What is Bioinformatics, anyway?
First things first, thanks for reading our blog! Macromoltek runs an internship program each semester for Natural Science and Engineering students who have an interest in biotechnology. Our interns are very gifted undergraduate students ready to apply their computational skills to real-life biological problems. Their active involvement in what we do at Macromoltek gave us the idea to start this blog. Here we plan to answer any biotech, biochemistry, and immunology questions of theirs and yours! Our very first question is one we are asked a lot as a bioinformatics company: What is bioinformatics, anyway?
In short, bioinformatics can be summarized as a hybrid science — somewhere between computer sciences and biology. Such a simple explanation barely scratches the surface, though.
The practice of bioinformatics can be traced as far back as the 1960s. This is when Margaret Oakley Dayhoff, who is sometimes referred to as the mother of bioinformatics, developed a computer program to aid in the determination of protein sequences(1). Dr. Dayhoff developed the one-letter amino acid codes to make sequences easier to input into a computer using punch cards. Her single-letter codes are still used to this day, much to the chagrin of biochemistry students, who have enough to remember already!
The actual term has been around since at least as early as 1970, when Ben Hesper used it to describe “the study of informatic processes in biotic systems” (2). From then through the 1980s, however, the concept of bioinformatics shifted away from generally describing biochemical networks to become synonymous with sequence analysis using algorithms to compare data.

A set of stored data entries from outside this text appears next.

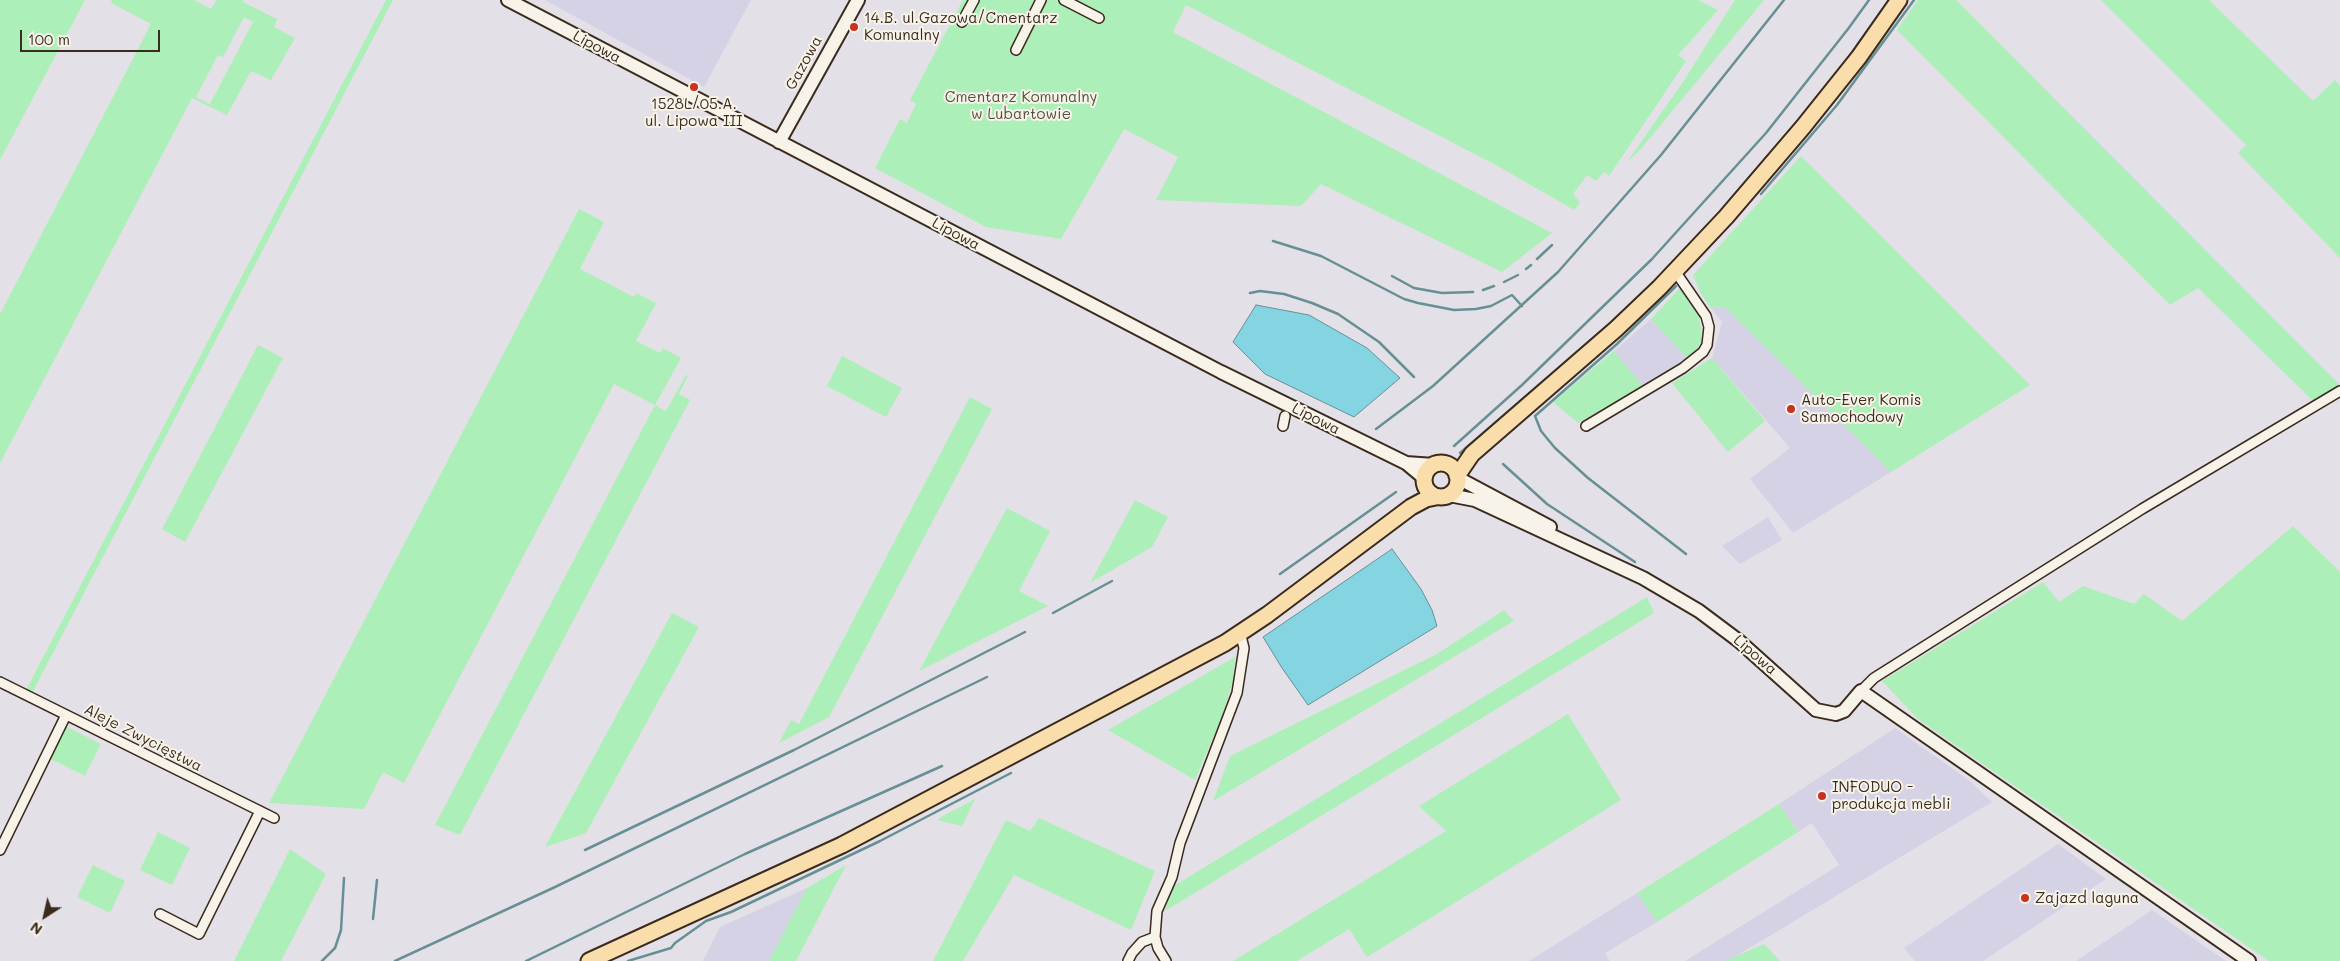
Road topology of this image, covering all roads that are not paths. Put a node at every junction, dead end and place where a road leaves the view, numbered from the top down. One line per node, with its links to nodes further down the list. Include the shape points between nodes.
1 (508, 0): 10 (street, Lipowa)
2 (858, 0): 10 (street, Gazowa)
3 (974, 0): 8 (street)
4 (1041, 0): 9 (street)
5 (1064, 0): 7 (street)
6 (1899, 0): 11 (highway, via 1803,127)
7 (1099, 18)
8 (962, 22)
9 (1016, 50)
10 (779, 142): 16 (street, Lipowa, via 1221,372)
11 (1675, 271): 15 (street, via 1706,316 1709,327 1703,352 1684,368); 17 (highway, via 1616,329)
12 (2340, 391): 22 (street, via 2134,514 1874,678)
13 (1285, 416): 14 (street)
14 (1283, 426)
15 (1586, 426)
16 (1406, 464): 17 (street, Lipowa); 18 (street, Lipowa)
17 (1450, 471): 18 (highway, via 1456,488); 18 (highway, via 1426,472); 19 (street, Lipowa)
18 (1434, 489): 19 (street, Lipowa, via 1475,500); 20 (highway, via 1426,499)
19 (1608, 561): 22 (street, Lipowa, via 1699,611 1733,636 1816,710 1836,714 1844,711)
20 (1240, 632): 28 (street, via 1244,648 1237,693 1157,911); 29 (highway, via 1225,644 842,845)
21 (0, 682): 23 (street, Aleje Zwycięstwa)
22 (1861, 691): 32 (street)
23 (66, 715): 24 (street, Aleje Zwycięstwa); 26 (street)
24 (260, 812): 25 (street, Aleje Zwycięstwa); 27 (street, via 199,934)
25 (274, 818)
26 (0, 850)
27 (160, 914)
28 (1155, 937): 30 (street, via 1142,942); 31 (street)
29 (589, 961)
30 (1128, 961)
31 (1166, 961)
32 (2250, 961)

In this phase of its history, two of the most important contributors were Elvin Kabat and Tai Te Wu. They collected and aligned amino acid sequences from humans and mice. Kabat and Wu, “used a simple mathematical formula to calculate the various amino acid substitutions at each position and predict the precise locations of segments of the [protein]” (3). Their database was released in print throughout the late 70s and 80s until it became so expansive that it was impossible to print. It can now be found online at KabatMan.

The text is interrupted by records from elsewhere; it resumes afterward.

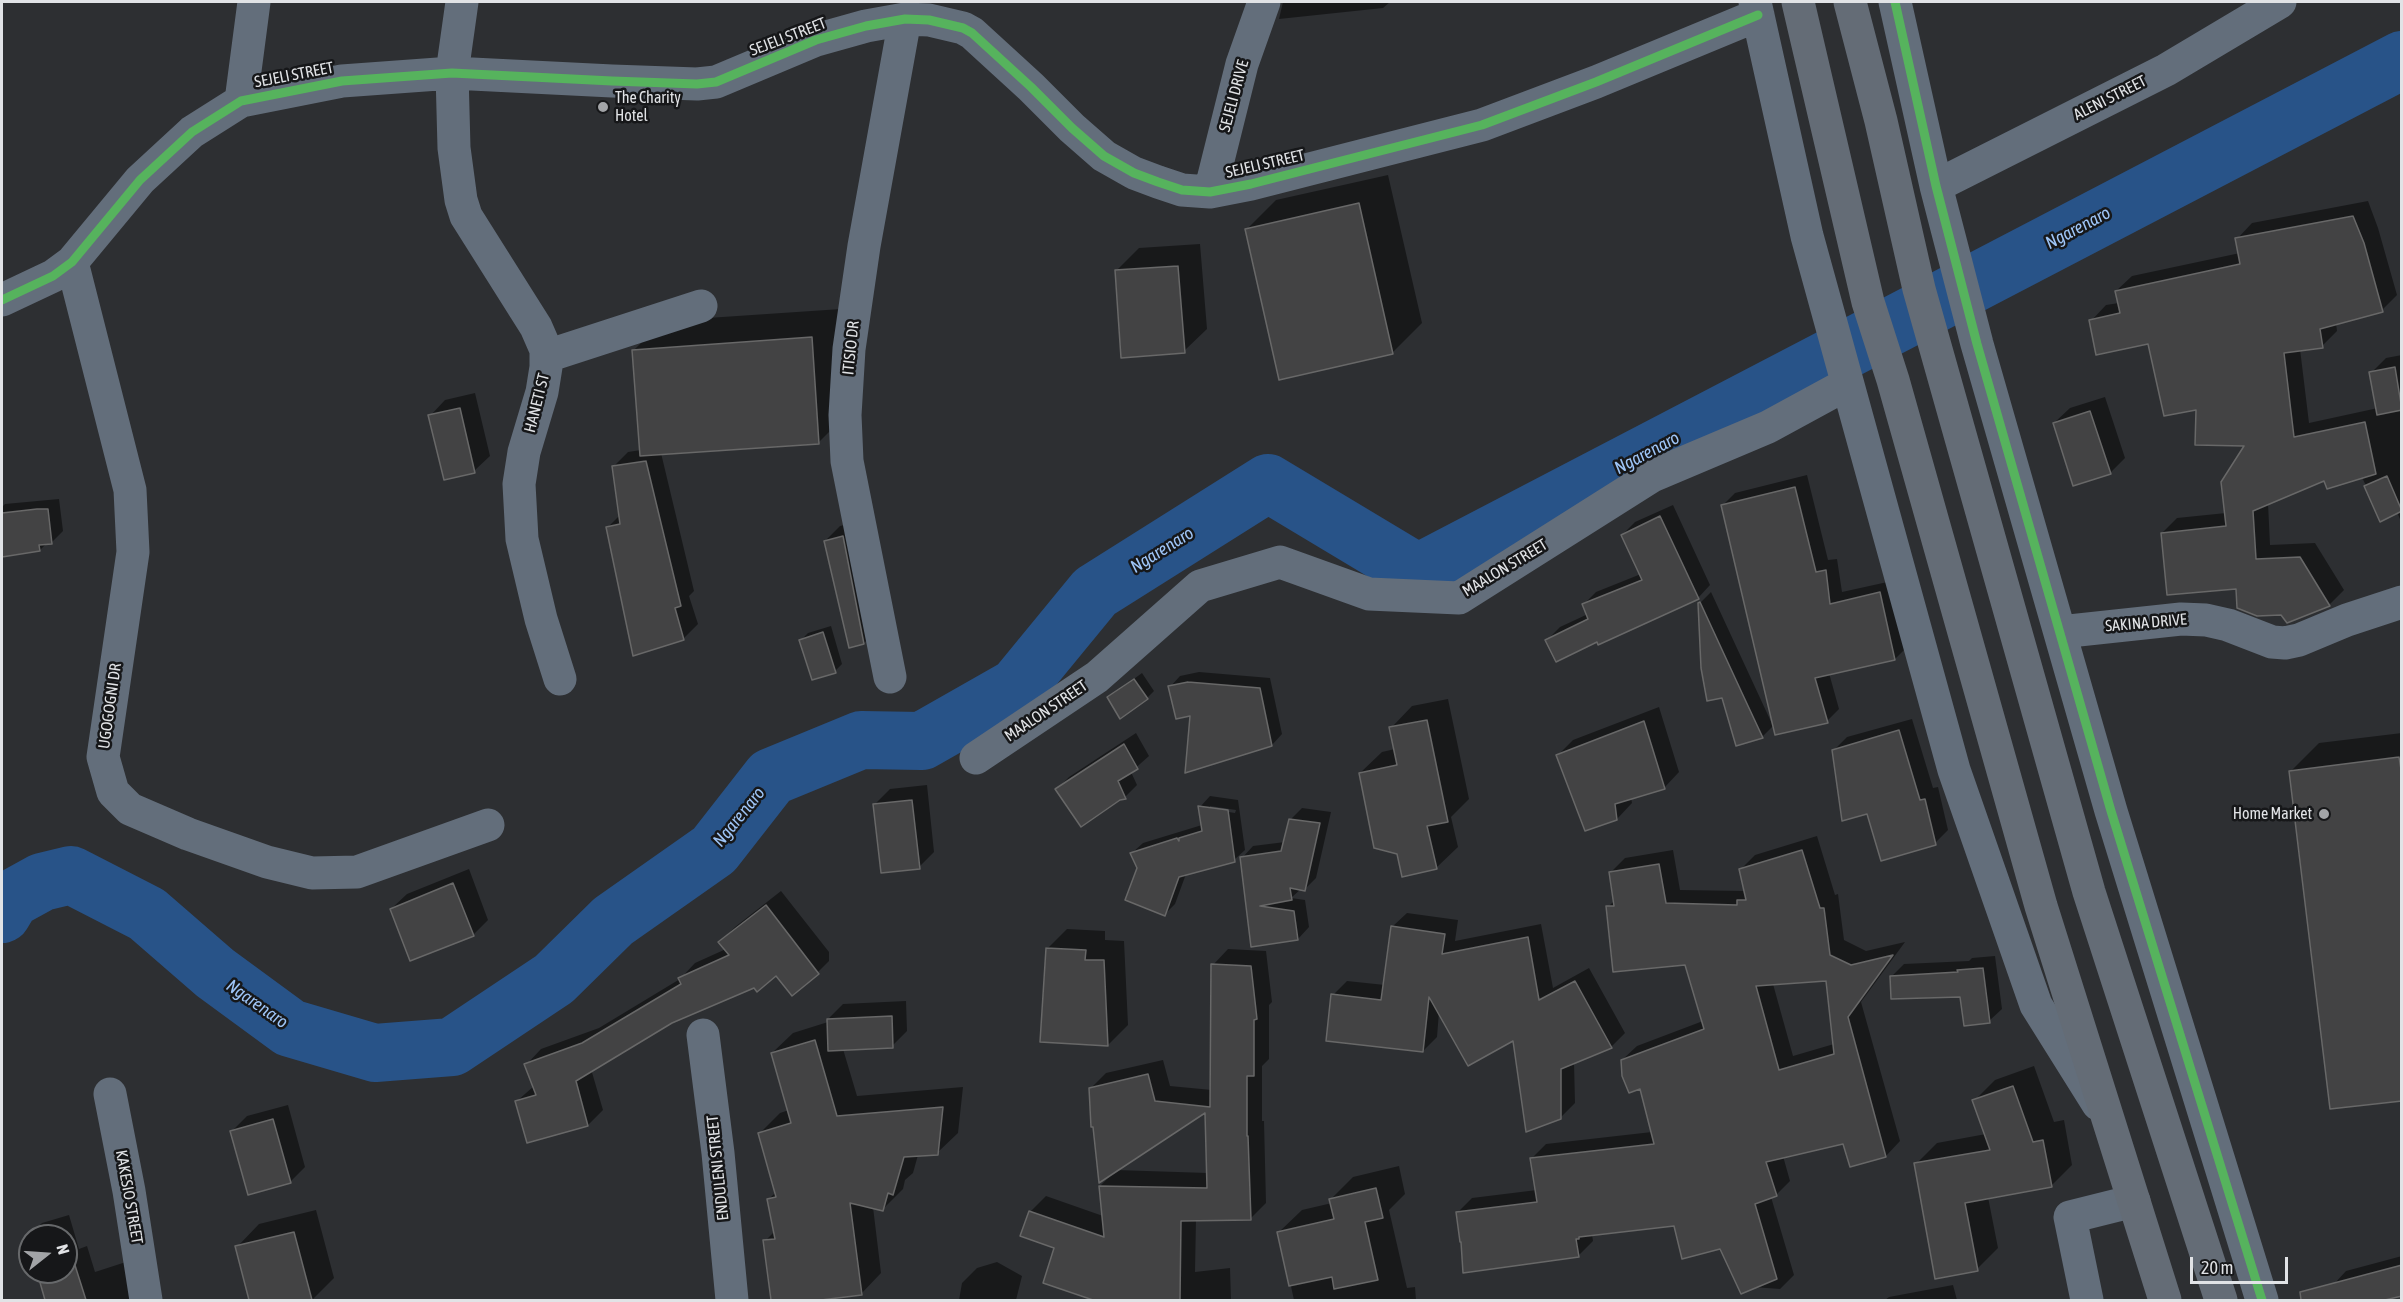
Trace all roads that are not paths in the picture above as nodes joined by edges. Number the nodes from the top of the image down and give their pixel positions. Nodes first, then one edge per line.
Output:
1 (254, 2) edge
2 (462, 2) edge
3 (1264, 2) edge
4 (1798, 2) edge
5 (1850, 2) edge
6 (1896, 2) edge
7 (2280, 2) edge
8 (1757, 8) edge
9 (905, 19) junction
10 (452, 73) junction
11 (241, 101) junction
12 (1936, 186) junction
13 (1210, 192) junction
14 (72, 262) junction
15 (2, 300) edge
16 (701, 306) dead end
17 (547, 356) junction
18 (1847, 384) junction
19 (2402, 602) edge
20 (2060, 632) junction
21 (890, 677) dead end
22 (560, 679) dead end
23 (976, 758) dead end
24 (488, 825) dead end
25 (703, 1035) dead end
26 (110, 1094) dead end
27 (2108, 1120) junction
28 (2134, 1201) junction
29 (146, 1300) edge
30 (732, 1300) edge
31 (2087, 1300) edge
32 (2165, 1300) edge
33 (2221, 1300) edge
34 (2262, 1300) edge

1 - 11 street
2 - 10 street, HANETI ST
3 - 13 street, SEJELI DRIVE
4 - 27 highway
5 - 33 highway
6 - 12 street
7 - 12 street, ALENI STREET
8 - 13 street, SEJELI STREET
8 - 18 street
9 - 10 street, SEJELI STREET
9 - 13 street, SEJELI STREET
9 - 21 street, ITISIO DR
10 - 11 street, SEJELI STREET
10 - 17 street, HANETI ST
11 - 14 street, SEJELI STREET
12 - 20 street
14 - 15 street, SEJELI STREET
14 - 24 street, UGOGOGNI DR
16 - 17 street
17 - 22 street, HANETI ST
18 - 23 street, MAALON STREET
18 - 27 street
19 - 20 street, SAKINA DRIVE
20 - 34 street
25 - 30 street, ENDULENI STREET
26 - 29 street, KAKESIO STREET
27 - 28 highway
28 - 31 street
28 - 32 highway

By the end of the 90s, bioinformatics became known as the use of computational methods for comparative analysis in biology. This is more in line with today’s definition, but in the 90s sequence analysis was still the major focus — largely because bioinformatics gained public attention during the Human Genome Project (HGP) (4). An argument can be made that the HGP was a springboard for bioinformatics as the study became a dramatic scientific race. The HGP was initiated in 1990 as a publicly funded project. With the technology of the time, sequencing all 3 billion base pairs in the human genome was a huge challenge! Scientists had to map a gene, sequence it in small segments, and reconstruct the sequences into a whole using the map. Suffice it to say, it was a slow process! A privately-owned company called Celera arose to compete with the public project in ’98. Headed by Dr. J. Craig Venter, Celera was a biotech company that used computational methods to automatically match the overlapping sections of sequences (5) — no more mapping or slow, grueling human assembly. This is what bioinformatics is all about! (Learn more about all of the drama between Celera and the public HGP project here.)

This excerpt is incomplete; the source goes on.